A cold front is moving through middle Tennessee, replacing last week's unbelievable warmth and sunshine with an equally unfathomable wind that can only be described as "blustering." These fronts are the famous sources for countless Whitehead family pressure headaches, and I have one now.
Stress also gives me headaches. The Whitehead family has an abundance of that, too. Last night was particularly stressful for the sorts of reasons that all of humanity has experienced. I won't go into details, but I was glad to be "tucking in another day" (Chris Rice) when bedtime finally rolled around.
It is a blessing the way the Lord restores one's soul after a full night's sleep. Maybe that's part of what it means that God's mercies are "new every morning." Everything seems new in the morning. I apparently clenched my teeth all night and woke up with a killer headache, mind you, but I woke refreshed in spirit if not in body. After a glass of water, a shower, breakfast, sudafed, tylenol, and coffee, I was far better in body too. Next, I set to work on my state of mind with some morning reading.
I have been studying the book of James for the past few weeks. The first week I read chapter 1 every day, the next chapters 1 & 2, and I have worked my way up to 1-3. (One can't use this method with all books, but I like the reinforcement and James is a short one.) The second half of chapter 2 caught my attention today. The subject is Faith, and I need it right now.
I suppose it is only though the blessing of trials that God's word can be made alive to us. I may have been interested in "having faith" before, but it is when my faith is failing that I am most thankful for the Word's elaboration on the subject. James 2:14-26 discusses the invalidity of faith without works. We've both heard that before, but reading it today brought to mind a conversation in which a dear friend was near despair and said he just didn't know how to "have faith" right now. It occurred to me today that these verses address that very problem.
(I'm young. Bear with me.)
Faith seems to me an abstract thing. I say I want to "have faith" and to "believe," but when I'm really struggling I often note that I "don't know how to have faith right now" or that I "don't know how to believe" what I claim to believe. Maybe these verses are the answer to those dilemmas: Faith IS work. Studying grammar taught me to see a linking verb as an equals sign. Thus, the two are not only linked, they are equivalent. "Having faith" and "believing" are not abstract things, they are tangible actions in the form of works. Just as with Hope and Love, I am discovering that it takes a lot of courage, energy, and effort to "have Faith." In fact, all of those seem to involve a lot more "trying" and a lot less "having." This made me think of our conversation last night, how sometimes we just don't know how to be (and the bible telling us "how to be" sometimes doesn't seem to help as much as point out impossibilities). However, the Word always tells us what to do, and that is something tangible. I am thankful for the occasional tangibles of faith (she stated paradoxically)!

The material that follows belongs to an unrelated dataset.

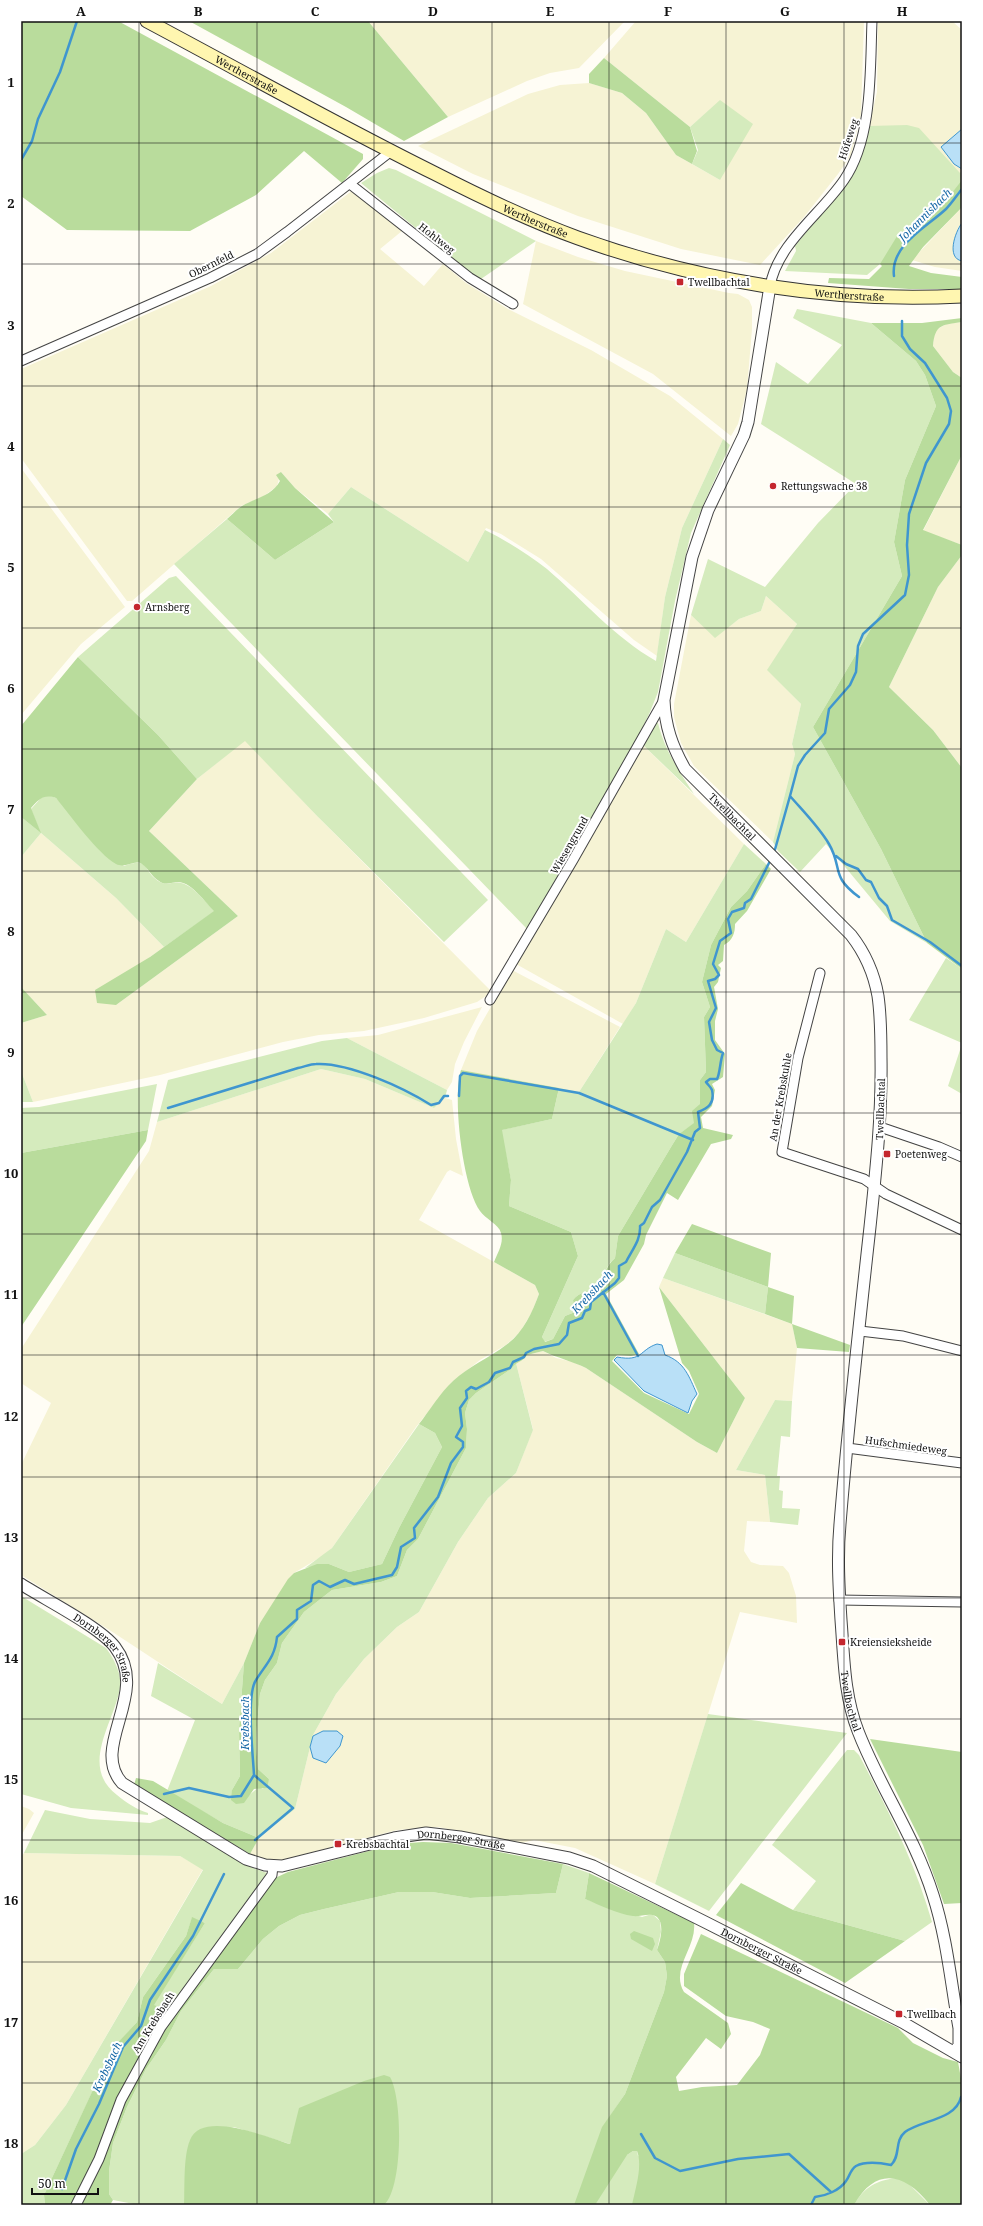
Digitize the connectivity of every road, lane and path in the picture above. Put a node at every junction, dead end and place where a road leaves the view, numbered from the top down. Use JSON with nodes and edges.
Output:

An author once illustrated Christianity with the "say like" game. Do you remember?
"Say like I'm an astronaut and this is my rocket ship."
"Say like I'm the mommy, you're the daddy, & teddy is our baby."
Faith and belief are a game of "say like I'm Jesus." In Lauren F. Winners's memoir, Girl Meets God, she narrates from an obscure British novel a scene in which a believer and a cynic are debating God. "Of course I know you believe in it, the cynic says, what I want to know is do you believe in it the way you believe in Australia?"
My answer is usually No. I don't know if "I believe" God is answering my prayers. I don't know if I "have faith" we can overcome the demons that sometimes indwell this house. But I can ACT as if I do. I can continue trudging along in the actions that are required of me, trusting grace to meet me in the middle. I turn to the golden rule. I begin to discover how King David could delight in the Law, how it ceases to be a task and even becomes a relief to meditate on it day and night. The Word tells me what to do, the work of my faith. One of my psych professors said it this way: We cannot think our way into a better way of living, but we can live our way into a better way of thinking.
All that being said, I must finally reminding the pragmatist in me that this "better way of living" is not to effect some change in the world around me but to fulfill my destiny to become more like Christ. It is likely that the fruits of the latter will take care of the former, but I must trust God's sovereignty and, in obedience, take responsibility for myself alone. And I am sure of this, that He who began a good work in me will bring it to completion. . .soon. (Philippians 1)
Well, that's my spiel. It was a bit of a revelation about faith for me, and a much-needed encouragement.
"I am amazed at the patience of my blessed Master & Teacher, but how I love His school!"